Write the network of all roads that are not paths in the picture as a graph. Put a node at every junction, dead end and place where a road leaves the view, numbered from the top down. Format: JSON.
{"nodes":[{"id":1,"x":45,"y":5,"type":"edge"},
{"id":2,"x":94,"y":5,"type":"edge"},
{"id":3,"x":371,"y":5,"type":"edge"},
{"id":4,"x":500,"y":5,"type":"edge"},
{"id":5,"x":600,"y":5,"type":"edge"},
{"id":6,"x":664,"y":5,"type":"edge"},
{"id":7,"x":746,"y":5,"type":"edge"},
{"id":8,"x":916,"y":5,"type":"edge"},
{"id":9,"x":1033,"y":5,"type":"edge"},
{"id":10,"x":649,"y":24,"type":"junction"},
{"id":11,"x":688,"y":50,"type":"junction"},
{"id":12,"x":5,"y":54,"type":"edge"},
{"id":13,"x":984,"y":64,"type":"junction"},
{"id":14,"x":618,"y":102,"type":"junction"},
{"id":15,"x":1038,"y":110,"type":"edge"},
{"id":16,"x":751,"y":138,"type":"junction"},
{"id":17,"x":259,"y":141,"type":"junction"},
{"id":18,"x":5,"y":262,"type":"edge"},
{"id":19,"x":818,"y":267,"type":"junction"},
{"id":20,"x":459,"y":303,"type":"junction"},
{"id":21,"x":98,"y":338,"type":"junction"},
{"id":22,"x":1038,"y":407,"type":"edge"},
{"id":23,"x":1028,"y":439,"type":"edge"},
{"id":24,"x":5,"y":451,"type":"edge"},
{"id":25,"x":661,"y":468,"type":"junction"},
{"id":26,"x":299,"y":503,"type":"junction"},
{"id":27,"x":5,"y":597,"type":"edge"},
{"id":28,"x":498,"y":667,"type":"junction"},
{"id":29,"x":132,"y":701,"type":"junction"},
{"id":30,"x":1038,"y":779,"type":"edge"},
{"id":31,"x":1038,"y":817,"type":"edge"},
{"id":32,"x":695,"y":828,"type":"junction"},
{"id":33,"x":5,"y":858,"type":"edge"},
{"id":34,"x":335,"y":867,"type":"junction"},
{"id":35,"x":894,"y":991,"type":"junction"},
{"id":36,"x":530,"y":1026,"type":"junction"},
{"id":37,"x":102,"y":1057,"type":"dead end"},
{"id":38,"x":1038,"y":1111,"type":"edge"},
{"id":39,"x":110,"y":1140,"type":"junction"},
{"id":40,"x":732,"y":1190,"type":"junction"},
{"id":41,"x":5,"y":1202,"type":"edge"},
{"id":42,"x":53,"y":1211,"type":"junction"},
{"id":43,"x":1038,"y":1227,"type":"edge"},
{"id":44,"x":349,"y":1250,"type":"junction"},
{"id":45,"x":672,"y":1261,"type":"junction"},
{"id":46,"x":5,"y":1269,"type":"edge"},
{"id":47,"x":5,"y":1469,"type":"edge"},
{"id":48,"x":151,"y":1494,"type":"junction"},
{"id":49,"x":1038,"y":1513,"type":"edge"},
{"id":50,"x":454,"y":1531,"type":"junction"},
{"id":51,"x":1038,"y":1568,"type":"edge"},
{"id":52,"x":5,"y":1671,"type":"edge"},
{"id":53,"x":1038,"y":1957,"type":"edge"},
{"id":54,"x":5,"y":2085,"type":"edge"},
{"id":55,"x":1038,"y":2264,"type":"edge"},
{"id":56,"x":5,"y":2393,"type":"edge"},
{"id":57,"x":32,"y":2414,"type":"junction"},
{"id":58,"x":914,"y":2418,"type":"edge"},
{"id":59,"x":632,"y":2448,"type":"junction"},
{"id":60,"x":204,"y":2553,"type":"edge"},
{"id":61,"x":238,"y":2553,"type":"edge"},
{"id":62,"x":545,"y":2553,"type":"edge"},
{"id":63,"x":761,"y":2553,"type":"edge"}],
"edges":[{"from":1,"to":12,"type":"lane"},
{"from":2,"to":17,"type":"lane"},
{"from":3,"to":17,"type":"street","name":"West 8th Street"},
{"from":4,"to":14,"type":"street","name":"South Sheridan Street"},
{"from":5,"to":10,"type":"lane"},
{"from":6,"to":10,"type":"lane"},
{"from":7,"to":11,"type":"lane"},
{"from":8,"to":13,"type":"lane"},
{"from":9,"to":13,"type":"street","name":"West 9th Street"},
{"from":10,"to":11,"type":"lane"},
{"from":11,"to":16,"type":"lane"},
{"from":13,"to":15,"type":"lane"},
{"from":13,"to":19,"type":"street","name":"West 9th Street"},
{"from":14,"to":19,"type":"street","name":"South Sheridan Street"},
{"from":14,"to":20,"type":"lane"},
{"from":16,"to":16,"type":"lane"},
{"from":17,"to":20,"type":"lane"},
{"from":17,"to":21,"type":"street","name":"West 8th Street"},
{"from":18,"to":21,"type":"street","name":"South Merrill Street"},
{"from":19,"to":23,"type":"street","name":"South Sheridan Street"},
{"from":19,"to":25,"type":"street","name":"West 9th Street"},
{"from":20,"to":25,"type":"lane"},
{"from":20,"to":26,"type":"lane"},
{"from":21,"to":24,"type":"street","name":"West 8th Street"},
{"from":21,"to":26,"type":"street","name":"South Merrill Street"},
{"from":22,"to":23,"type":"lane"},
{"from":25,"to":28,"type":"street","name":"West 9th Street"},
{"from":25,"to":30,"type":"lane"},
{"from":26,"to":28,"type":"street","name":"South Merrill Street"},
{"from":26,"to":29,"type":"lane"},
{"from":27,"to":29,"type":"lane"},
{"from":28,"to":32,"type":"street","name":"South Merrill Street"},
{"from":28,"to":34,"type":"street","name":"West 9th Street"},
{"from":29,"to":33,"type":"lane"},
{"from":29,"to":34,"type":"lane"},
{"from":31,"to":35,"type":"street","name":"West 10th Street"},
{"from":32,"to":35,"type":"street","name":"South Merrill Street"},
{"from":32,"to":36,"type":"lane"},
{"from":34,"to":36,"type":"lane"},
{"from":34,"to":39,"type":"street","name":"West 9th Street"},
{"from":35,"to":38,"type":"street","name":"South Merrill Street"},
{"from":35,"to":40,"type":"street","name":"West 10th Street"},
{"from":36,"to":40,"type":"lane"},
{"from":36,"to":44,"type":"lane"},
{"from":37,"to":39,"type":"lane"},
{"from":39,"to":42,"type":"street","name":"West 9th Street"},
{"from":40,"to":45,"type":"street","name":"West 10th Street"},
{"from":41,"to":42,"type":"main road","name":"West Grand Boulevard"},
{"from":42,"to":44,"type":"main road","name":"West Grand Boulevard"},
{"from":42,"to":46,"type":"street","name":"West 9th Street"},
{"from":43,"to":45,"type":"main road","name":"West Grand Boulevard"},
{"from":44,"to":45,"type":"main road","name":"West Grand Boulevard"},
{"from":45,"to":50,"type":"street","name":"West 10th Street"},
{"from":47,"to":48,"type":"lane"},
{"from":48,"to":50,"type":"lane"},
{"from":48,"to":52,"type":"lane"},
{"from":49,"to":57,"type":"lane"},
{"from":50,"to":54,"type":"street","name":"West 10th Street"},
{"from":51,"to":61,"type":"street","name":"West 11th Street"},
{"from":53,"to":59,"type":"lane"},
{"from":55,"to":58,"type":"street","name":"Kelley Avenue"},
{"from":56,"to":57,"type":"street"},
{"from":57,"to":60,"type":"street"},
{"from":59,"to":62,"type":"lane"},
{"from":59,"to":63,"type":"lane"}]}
———
Here you need to write out the listing above exactly, from its first line to its last.

Write the network of all roads that are not paths in the picture as a graph. Put a node at every junction, dead end and place where a road leaves the view, numbered from the top down. Format: JSON.
{"nodes":[{"id":1,"x":45,"y":5,"type":"edge"},
{"id":2,"x":94,"y":5,"type":"edge"},
{"id":3,"x":371,"y":5,"type":"edge"},
{"id":4,"x":500,"y":5,"type":"edge"},
{"id":5,"x":600,"y":5,"type":"edge"},
{"id":6,"x":664,"y":5,"type":"edge"},
{"id":7,"x":746,"y":5,"type":"edge"},
{"id":8,"x":916,"y":5,"type":"edge"},
{"id":9,"x":1033,"y":5,"type":"edge"},
{"id":10,"x":649,"y":24,"type":"junction"},
{"id":11,"x":688,"y":50,"type":"junction"},
{"id":12,"x":5,"y":54,"type":"edge"},
{"id":13,"x":984,"y":64,"type":"junction"},
{"id":14,"x":618,"y":102,"type":"junction"},
{"id":15,"x":1038,"y":110,"type":"edge"},
{"id":16,"x":751,"y":138,"type":"junction"},
{"id":17,"x":259,"y":141,"type":"junction"},
{"id":18,"x":5,"y":262,"type":"edge"},
{"id":19,"x":818,"y":267,"type":"junction"},
{"id":20,"x":459,"y":303,"type":"junction"},
{"id":21,"x":98,"y":338,"type":"junction"},
{"id":22,"x":1038,"y":407,"type":"edge"},
{"id":23,"x":1028,"y":439,"type":"edge"},
{"id":24,"x":5,"y":451,"type":"edge"},
{"id":25,"x":661,"y":468,"type":"junction"},
{"id":26,"x":299,"y":503,"type":"junction"},
{"id":27,"x":5,"y":597,"type":"edge"},
{"id":28,"x":498,"y":667,"type":"junction"},
{"id":29,"x":132,"y":701,"type":"junction"},
{"id":30,"x":1038,"y":779,"type":"edge"},
{"id":31,"x":1038,"y":817,"type":"edge"},
{"id":32,"x":695,"y":828,"type":"junction"},
{"id":33,"x":5,"y":858,"type":"edge"},
{"id":34,"x":335,"y":867,"type":"junction"},
{"id":35,"x":894,"y":991,"type":"junction"},
{"id":36,"x":530,"y":1026,"type":"junction"},
{"id":37,"x":102,"y":1057,"type":"dead end"},
{"id":38,"x":1038,"y":1111,"type":"edge"},
{"id":39,"x":110,"y":1140,"type":"junction"},
{"id":40,"x":732,"y":1190,"type":"junction"},
{"id":41,"x":5,"y":1202,"type":"edge"},
{"id":42,"x":53,"y":1211,"type":"junction"},
{"id":43,"x":1038,"y":1227,"type":"edge"},
{"id":44,"x":349,"y":1250,"type":"junction"},
{"id":45,"x":672,"y":1261,"type":"junction"},
{"id":46,"x":5,"y":1269,"type":"edge"},
{"id":47,"x":5,"y":1469,"type":"edge"},
{"id":48,"x":151,"y":1494,"type":"junction"},
{"id":49,"x":1038,"y":1513,"type":"edge"},
{"id":50,"x":454,"y":1531,"type":"junction"},
{"id":51,"x":1038,"y":1568,"type":"edge"},
{"id":52,"x":5,"y":1671,"type":"edge"},
{"id":53,"x":1038,"y":1957,"type":"edge"},
{"id":54,"x":5,"y":2085,"type":"edge"},
{"id":55,"x":1038,"y":2264,"type":"edge"},
{"id":56,"x":5,"y":2393,"type":"edge"},
{"id":57,"x":32,"y":2414,"type":"junction"},
{"id":58,"x":914,"y":2418,"type":"edge"},
{"id":59,"x":632,"y":2448,"type":"junction"},
{"id":60,"x":204,"y":2553,"type":"edge"},
{"id":61,"x":238,"y":2553,"type":"edge"},
{"id":62,"x":545,"y":2553,"type":"edge"},
{"id":63,"x":761,"y":2553,"type":"edge"}],
"edges":[{"from":1,"to":12,"type":"lane"},
{"from":2,"to":17,"type":"lane"},
{"from":3,"to":17,"type":"street","name":"West 8th Street"},
{"from":4,"to":14,"type":"street","name":"South Sheridan Street"},
{"from":5,"to":10,"type":"lane"},
{"from":6,"to":10,"type":"lane"},
{"from":7,"to":11,"type":"lane"},
{"from":8,"to":13,"type":"lane"},
{"from":9,"to":13,"type":"street","name":"West 9th Street"},
{"from":10,"to":11,"type":"lane"},
{"from":11,"to":16,"type":"lane"},
{"from":13,"to":15,"type":"lane"},
{"from":13,"to":19,"type":"street","name":"West 9th Street"},
{"from":14,"to":19,"type":"street","name":"South Sheridan Street"},
{"from":14,"to":20,"type":"lane"},
{"from":16,"to":16,"type":"lane"},
{"from":17,"to":20,"type":"lane"},
{"from":17,"to":21,"type":"street","name":"West 8th Street"},
{"from":18,"to":21,"type":"street","name":"South Merrill Street"},
{"from":19,"to":23,"type":"street","name":"South Sheridan Street"},
{"from":19,"to":25,"type":"street","name":"West 9th Street"},
{"from":20,"to":25,"type":"lane"},
{"from":20,"to":26,"type":"lane"},
{"from":21,"to":24,"type":"street","name":"West 8th Street"},
{"from":21,"to":26,"type":"street","name":"South Merrill Street"},
{"from":22,"to":23,"type":"lane"},
{"from":25,"to":28,"type":"street","name":"West 9th Street"},
{"from":25,"to":30,"type":"lane"},
{"from":26,"to":28,"type":"street","name":"South Merrill Street"},
{"from":26,"to":29,"type":"lane"},
{"from":27,"to":29,"type":"lane"},
{"from":28,"to":32,"type":"street","name":"South Merrill Street"},
{"from":28,"to":34,"type":"street","name":"West 9th Street"},
{"from":29,"to":33,"type":"lane"},
{"from":29,"to":34,"type":"lane"},
{"from":31,"to":35,"type":"street","name":"West 10th Street"},
{"from":32,"to":35,"type":"street","name":"South Merrill Street"},
{"from":32,"to":36,"type":"lane"},
{"from":34,"to":36,"type":"lane"},
{"from":34,"to":39,"type":"street","name":"West 9th Street"},
{"from":35,"to":38,"type":"street","name":"South Merrill Street"},
{"from":35,"to":40,"type":"street","name":"West 10th Street"},
{"from":36,"to":40,"type":"lane"},
{"from":36,"to":44,"type":"lane"},
{"from":37,"to":39,"type":"lane"},
{"from":39,"to":42,"type":"street","name":"West 9th Street"},
{"from":40,"to":45,"type":"street","name":"West 10th Street"},
{"from":41,"to":42,"type":"main road","name":"West Grand Boulevard"},
{"from":42,"to":44,"type":"main road","name":"West Grand Boulevard"},
{"from":42,"to":46,"type":"street","name":"West 9th Street"},
{"from":43,"to":45,"type":"main road","name":"West Grand Boulevard"},
{"from":44,"to":45,"type":"main road","name":"West Grand Boulevard"},
{"from":45,"to":50,"type":"street","name":"West 10th Street"},
{"from":47,"to":48,"type":"lane"},
{"from":48,"to":50,"type":"lane"},
{"from":48,"to":52,"type":"lane"},
{"from":49,"to":57,"type":"lane"},
{"from":50,"to":54,"type":"street","name":"West 10th Street"},
{"from":51,"to":61,"type":"street","name":"West 11th Street"},
{"from":53,"to":59,"type":"lane"},
{"from":55,"to":58,"type":"street","name":"Kelley Avenue"},
{"from":56,"to":57,"type":"street"},
{"from":57,"to":60,"type":"street"},
{"from":59,"to":62,"type":"lane"},
{"from":59,"to":63,"type":"lane"}]}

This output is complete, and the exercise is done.